The stator housing has a liquid cooling system, comprising at least one first cooling channel which extends in the circumferential direction in the stator housing and at least one second cooling channel which is separate therefrom and also extends in the circumferential direction in the stator housing. The interior is filled with a coolant that is in thermal contact with coolant in the first and second cooling channels.

The thermal contact can be a direct contact in the form of a flow connection between the cooling channels and the interior, so that the coolant can move between the cooling channels and the interior and thus transport heat. Alternatively, the interior can also be sealed fluid-tight in such a way that no exchange of coolant with the cooling channels is possible. In both cases, however, an exchange of thermal energy between coolant in the cooling channels and coolant in the interior is possible.

Thus, according to one embodiment, the interior is sealed in a fluid-tight manner and has no openings to the outside, so that a cooling liquid is enclosed in a fluid-tight manner in the interior.

In this embodiment, it is possible to use different cooling liquids, one circulating in the cooling channels and another enclosed in the interior. For example, if there is one in the interior If dielectric (electrically insulating) coolant is used, it can be brought into direct contact with the coils, whereas a conventional coolant can be used in the cooling channels at the same time. This immersion cooling has the advantage that thermal energy can be absorbed very well by the coolant in the interior.

According to an alternative embodiment, the liquid cooling system further comprises at least one inlet opening for coolant into the interior, which is in fluid communication with the first cooling channel, and at least one outlet opening for coolant from the interior, which is in fluid communication with the second cooling channel, so that a coolant can flow from the first cooling channel into the interior and from there into the second cooling channel.

According to this embodiment, a fluid-tight interior of the stator is understood to mean a cavity inside the stator, which, apart from its inlet and outlet openings, is part of the liquid cooling system, so that the cooling liquid can flow into the interior and out again without leaving the liquid cooling system , fluid-tight. The coolant of the liquid cooling system can therefore circulate in the interior and thus ensure efficient heat dissipation. The interior of the stator is in particular partially delimited by the electrical coil assemblies, in particular by the stator teeth carrying the windings. This ensures that the coolant can come into close contact with the heat sources. An electrically insulating coolant, for example an oil, can be used as the coolant.

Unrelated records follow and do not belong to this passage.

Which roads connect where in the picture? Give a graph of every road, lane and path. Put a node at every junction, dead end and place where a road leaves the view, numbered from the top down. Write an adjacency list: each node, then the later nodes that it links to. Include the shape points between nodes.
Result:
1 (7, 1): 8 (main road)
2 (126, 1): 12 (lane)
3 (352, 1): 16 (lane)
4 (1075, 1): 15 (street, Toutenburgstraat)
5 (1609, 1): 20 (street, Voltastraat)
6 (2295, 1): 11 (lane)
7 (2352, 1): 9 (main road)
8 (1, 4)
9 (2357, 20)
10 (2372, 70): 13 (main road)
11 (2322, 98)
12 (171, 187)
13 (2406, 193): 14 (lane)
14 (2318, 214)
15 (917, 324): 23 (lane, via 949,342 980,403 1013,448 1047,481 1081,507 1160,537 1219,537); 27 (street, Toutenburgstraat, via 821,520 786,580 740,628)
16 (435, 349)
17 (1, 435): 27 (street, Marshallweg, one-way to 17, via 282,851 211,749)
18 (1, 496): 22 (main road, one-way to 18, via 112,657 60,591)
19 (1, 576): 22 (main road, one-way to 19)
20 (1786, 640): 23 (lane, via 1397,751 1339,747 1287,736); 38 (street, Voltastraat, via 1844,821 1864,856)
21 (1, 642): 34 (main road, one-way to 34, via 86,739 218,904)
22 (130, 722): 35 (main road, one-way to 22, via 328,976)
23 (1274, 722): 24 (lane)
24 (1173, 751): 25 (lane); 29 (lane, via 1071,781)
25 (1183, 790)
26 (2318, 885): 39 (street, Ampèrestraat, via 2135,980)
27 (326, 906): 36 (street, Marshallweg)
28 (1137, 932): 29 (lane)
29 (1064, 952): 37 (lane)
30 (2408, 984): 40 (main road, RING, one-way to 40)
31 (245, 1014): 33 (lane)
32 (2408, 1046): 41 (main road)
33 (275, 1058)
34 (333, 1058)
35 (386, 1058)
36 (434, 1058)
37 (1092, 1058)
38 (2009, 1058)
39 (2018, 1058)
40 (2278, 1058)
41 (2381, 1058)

The stator housing can in particular be made of metal, for example aluminum, and therefore have very good thermal conductivity. Alternatively, however, non-metallic materials, such as plastic, can also be used for the stator housing, which can reduce losses due to eddy currents. The stator housing has the advantage that the liquid cooling system with the coolant circulating in the fluid-tight interior, which is supplied to the interior through the first cooling channel and which is removed from the interior through the second cooling channel, enables particularly good dissipation of heat generated during operation.

It is particularly advantageous that in the fluid-tight interior the cooling liquid can come into direct contact with the components to be cooled, i.e. the coil assemblies. This reduces the number of heat transfers between materials and thus improves heat transport.

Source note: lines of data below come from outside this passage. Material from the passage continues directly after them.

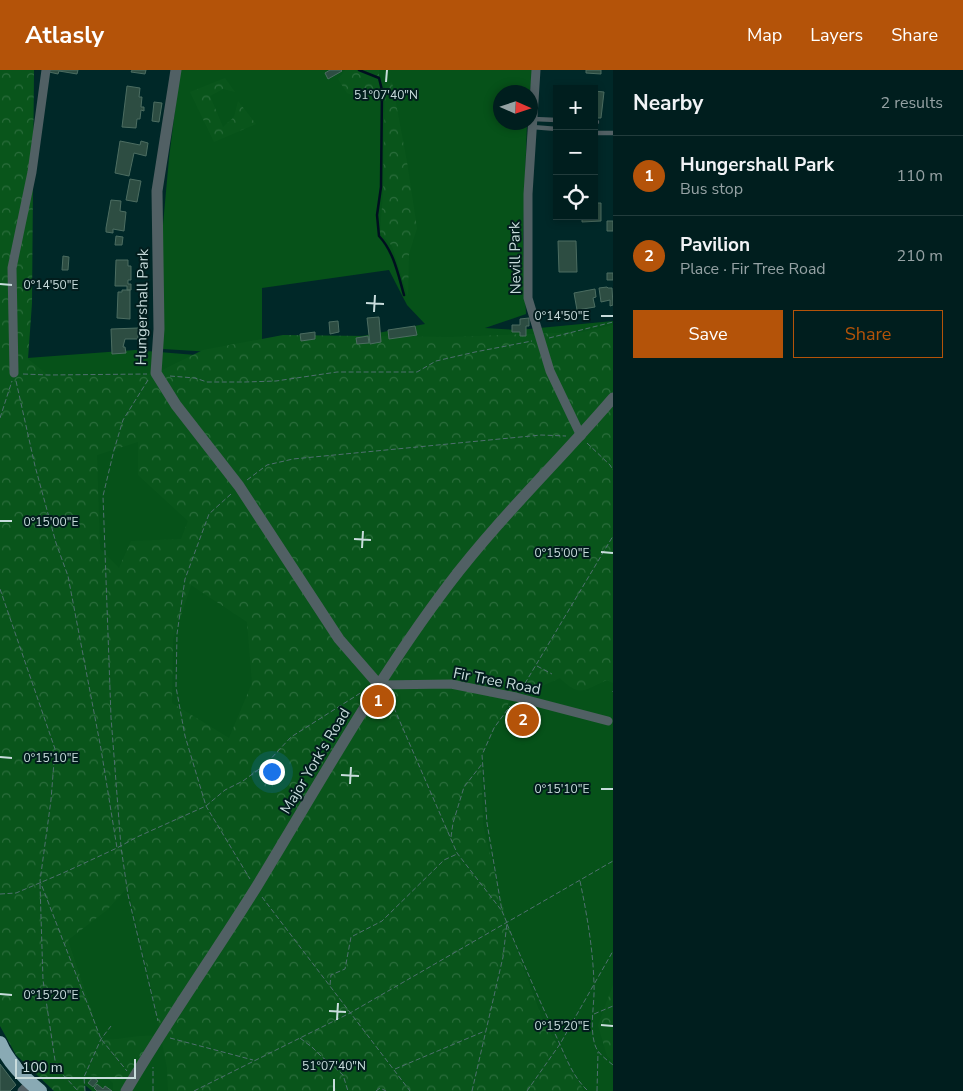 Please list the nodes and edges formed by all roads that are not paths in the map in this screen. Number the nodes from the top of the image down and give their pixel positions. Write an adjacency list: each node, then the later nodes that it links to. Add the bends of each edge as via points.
1 (46, 70): 12 (street, via 32,172 12,268)
2 (176, 70): 15 (street, Hungershall Park, via 157,191 160,329 156,373 176,405 239,486 339,639)
3 (536, 70): 4 (street, Nevill Park)
4 (535, 85)
5 (553, 120): 6 (lane)
6 (538, 122)
7 (538, 124): 8 (lane)
8 (553, 128)
9 (533, 130): 14 (street, Nevill Park, via 528,194 528,298 550,371)
10 (598, 133): 11 (lane)
11 (613, 133)
12 (14, 373)
13 (613, 398): 14 (street, Major York's Road)
14 (580, 436): 15 (street, Major York's Road, via 450,582)
15 (378, 685): 16 (street, Fir Tree Road, via 451,684); 19 (street, Major York's Road, via 255,888)
16 (608, 721)
17 (0, 1043): 18 (highway)
18 (30, 1088)
19 (126, 1091) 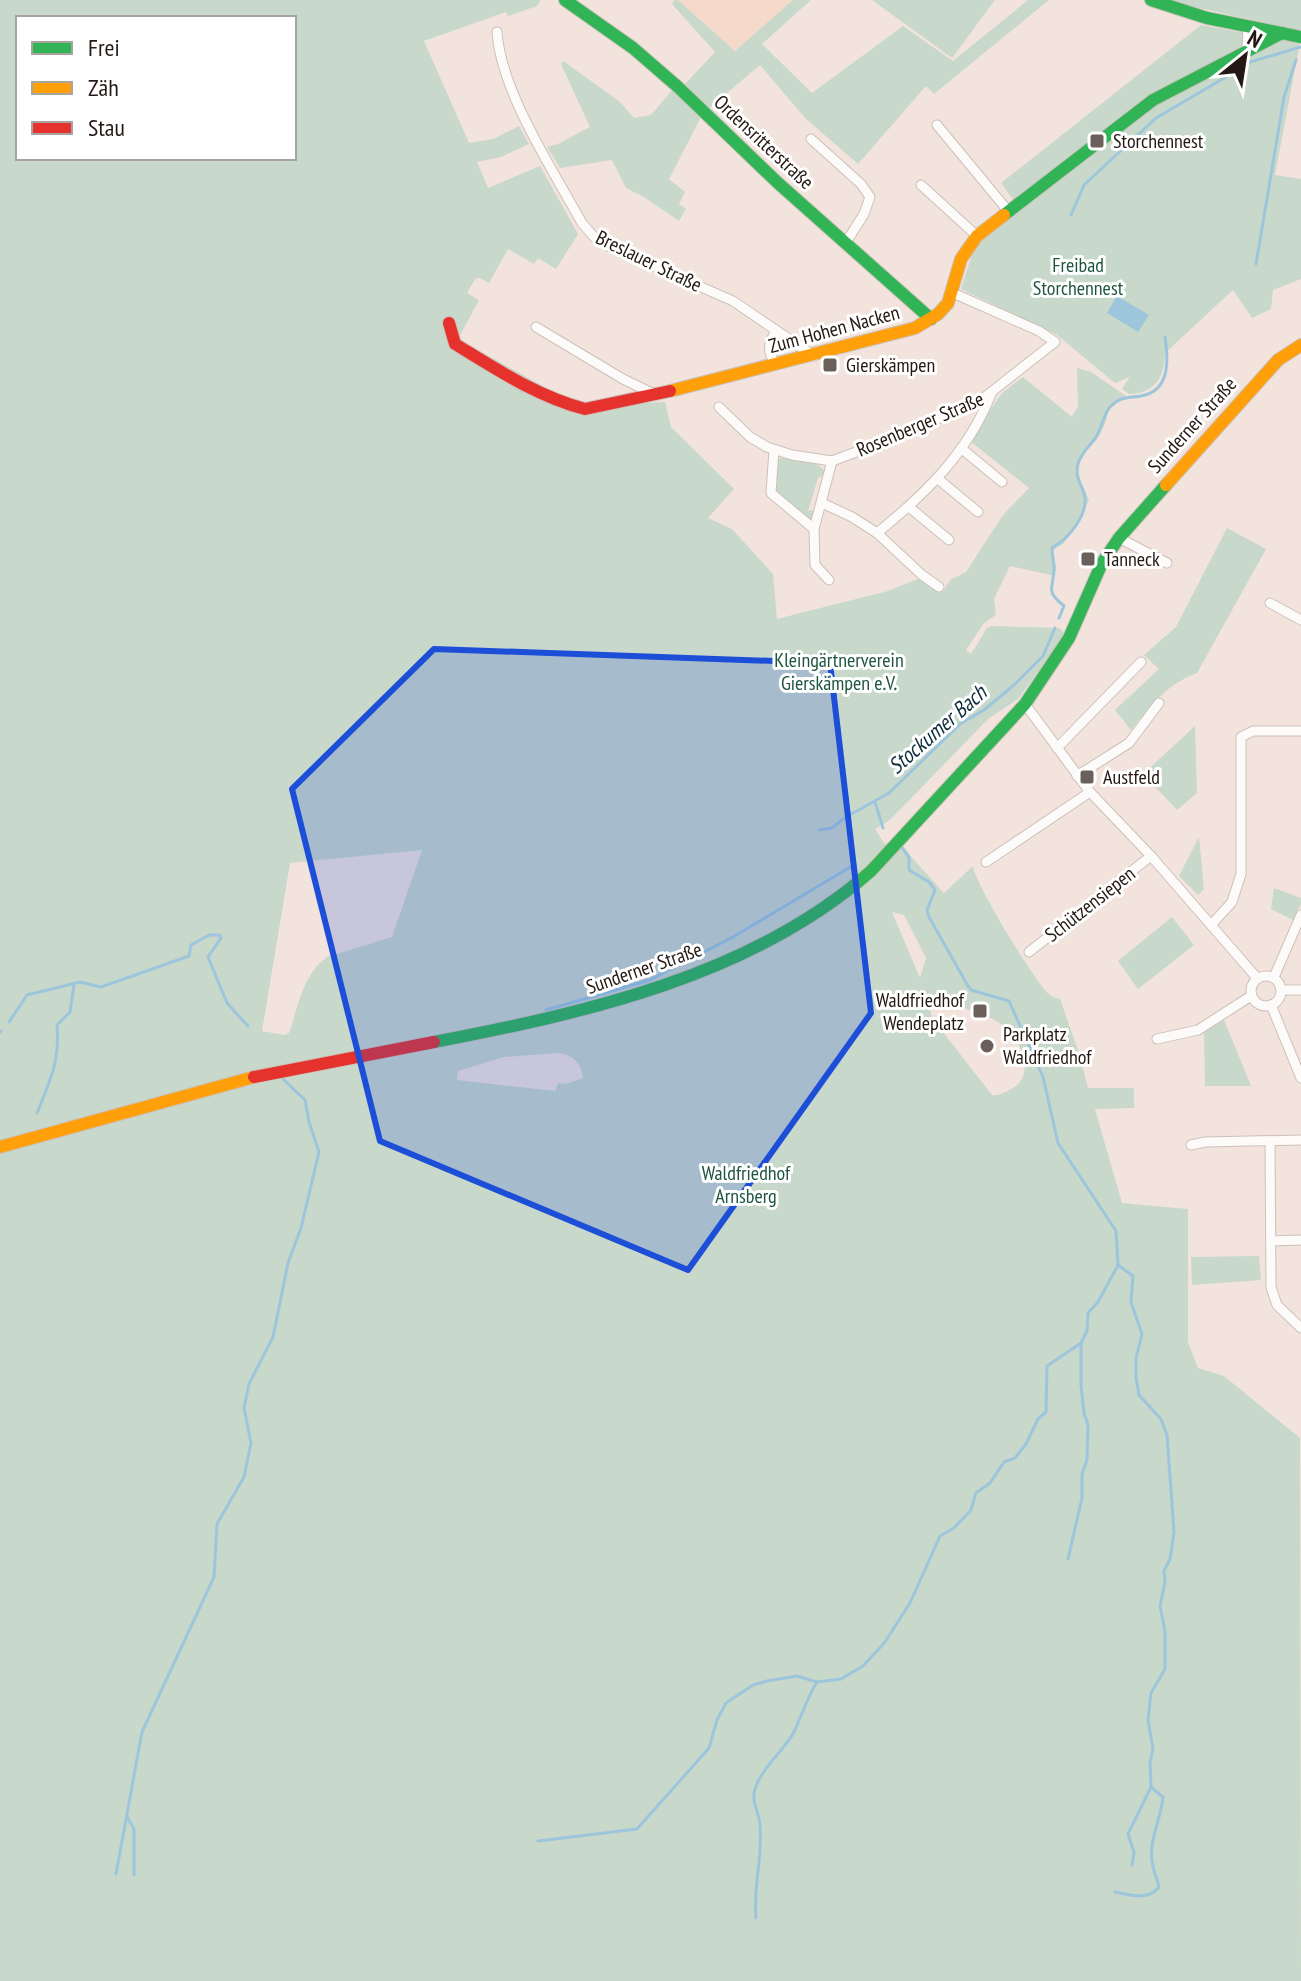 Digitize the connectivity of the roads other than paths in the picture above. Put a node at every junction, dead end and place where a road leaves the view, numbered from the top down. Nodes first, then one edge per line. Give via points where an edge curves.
1 (565, 0) edge
2 (1151, 0) edge
3 (1248, 26) junction
4 (497, 32) dead end
5 (1282, 33) junction
6 (1301, 37) edge
7 (1247, 50) junction
8 (937, 125) dead end
9 (811, 139) dead end
10 (921, 185) dead end
11 (1009, 212) junction
12 (977, 236) junction
13 (845, 244) junction
14 (953, 293) junction
15 (931, 319) junction
16 (449, 323) dead end
17 (536, 327) dead end
18 (776, 330) junction
19 (1301, 345) edge
20 (814, 356) junction
21 (776, 364) junction
22 (991, 394) junction
23 (656, 395) junction
24 (719, 407) dead end
25 (961, 448) junction
26 (774, 450) junction
27 (832, 461) junction
28 (938, 479) junction
29 (1002, 482) dead end
30 (822, 503) junction
31 (909, 507) junction
32 (978, 512) dead end
33 (814, 529) junction
34 (877, 533) junction
35 (1119, 538) junction
36 (949, 540) dead end
37 (1167, 563) dead end
38 (829, 580) dead end
39 (939, 587) dead end
40 (1270, 603) dead end
41 (1301, 620) edge
42 (1141, 662) dead end
43 (1159, 703) dead end
44 (1025, 704) junction
45 (1301, 731) edge
46 (1057, 748) junction
47 (1077, 776) junction
48 (1090, 792) junction
49 (1151, 856) junction
50 (986, 862) dead end
51 (1301, 915) edge
52 (1212, 924) junction
53 (1029, 952) dead end
54 (1274, 977) junction
55 (1257, 978) junction
56 (1281, 990) junction
57 (1301, 990) edge
58 (1251, 996) junction
59 (1271, 1005) junction
60 (1157, 1039) dead end
61 (1288, 1042) junction
62 (1301, 1042) edge
63 (1301, 1078) edge
64 (1301, 1140) edge
65 (1270, 1141) junction
66 (1191, 1145) dead end
67 (0, 1147) edge
68 (1301, 1240) edge
69 (1271, 1241) junction
70 (1301, 1328) edge

1 - 13 main road, Ordensritterstraße via 667,77
2 - 3 main road
3 - 5 main road
3 - 7 street
4 - 18 street, Breslauer Straße via 522,111 587,230 610,247 733,301
5 - 6 main road
5 - 7 main road, Zum Hohen Nacken
7 - 11 main road, Zum Hohen Nacken via 1153,100
8 - 11 street
9 - 13 street via 870,197
10 - 12 street
11 - 12 main road, Zum Hohen Nacken
12 - 14 main road, Zum Hohen Nacken via 961,259
13 - 15 main road, Ordensritterstraße
14 - 15 main road, Zum Hohen Nacken
14 - 22 street, Rosenberger Straße via 1055,342
15 - 20 main road, Zum Hohen Nacken
16 - 23 main road, Zum Hohen Nacken via 455,344 572,406 591,408
17 - 23 street
18 - 20 street, Breslauer Straße
18 - 21 street via 769,348
19 - 35 main road, Sunderner Straße via 1278,360
20 - 21 main road, Zum Hohen Nacken
21 - 23 main road, Zum Hohen Nacken
22 - 25 street
22 - 27 street, Rosenberger Straße
24 - 26 street, Rosenberger Straße via 750,437
25 - 28 street
25 - 29 street
26 - 27 street, Rosenberger Straße
26 - 33 street via 771,493
27 - 30 street
28 - 31 street
28 - 32 street
30 - 33 street
30 - 34 street
31 - 34 street
31 - 36 street
33 - 38 street via 815,565
34 - 39 street
35 - 37 street
35 - 44 main road, Sunderner Straße via 1102,563 1069,638
40 - 41 street
42 - 46 street
43 - 47 street via 1129,743
44 - 46 street
44 - 67 main road, Sunderner Straße via 860,881 800,921 712,966 597,1007 251,1078
45 - 52 street via 1253,731 1241,737 1241,874 1232,902
46 - 47 street
47 - 48 street
48 - 49 street
48 - 50 street
49 - 52 street
49 - 53 street, Schützensiepen
51 - 54 street
52 - 55 street
54 - 55 street
54 - 56 street
55 - 58 street
56 - 57 street
56 - 59 street
58 - 59 street
58 - 60 street via 1198,1030
59 - 61 street
61 - 62 street
61 - 63 street
64 - 65 street
65 - 66 street
65 - 69 street
68 - 69 street
69 - 70 street via 1272,1293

According to one embodiment, the stator housing has an outer housing component and an inner housing component, wherein the inner housing component is arranged concentrically within the outer housing component and the at least one first cooling channel and the at least one second cooling channel are formed between the inner housing component and the outer housing component.

In this case, it can be provided in particular that the at least one first cooling channel and/or the at least one second cooling channel are formed as a recess in an outer side of the inner housing component.

In this embodiment, the coolant circulates at least partially along a circumference of the stator housing. Due to the two-part design of the housing with an outer housing component and an inner housing component, wherein the cooling channels are arranged between the housing components and are designed as a recess in an outer side of the inner housing component or alternatively as a recess in an inner side of the outer housing component, the housing is very easy to manufacture and assemble.

According to one embodiment, the at least one first cooling channel extends substantially semicircularly in a first half of the stator. The at least one second cooling channel extends substantially semicircularly in a second half of the stator, wherein the first half and the second half are opposite each other along a plane of symmetry containing the axis of rotation and wherein a plurality of inlet openings are arranged along the first cooling channel and a plurality of outlet openings along the second cooling channel.

In this embodiment, the two cooling channels extend along almost the entire circumference of the stator housing. In the first half of the stator, coolant is supplied via the first cooling channel and enters the interior through outlet openings arranged along the first cooling channel. There, the coolant absorbs heat and exits the interior through the outlet openings in the second half of the stator and into the second cooling channel, from where it can be discharged. In particular, a corresponding coolant pump is provided for the circulation of the coolant.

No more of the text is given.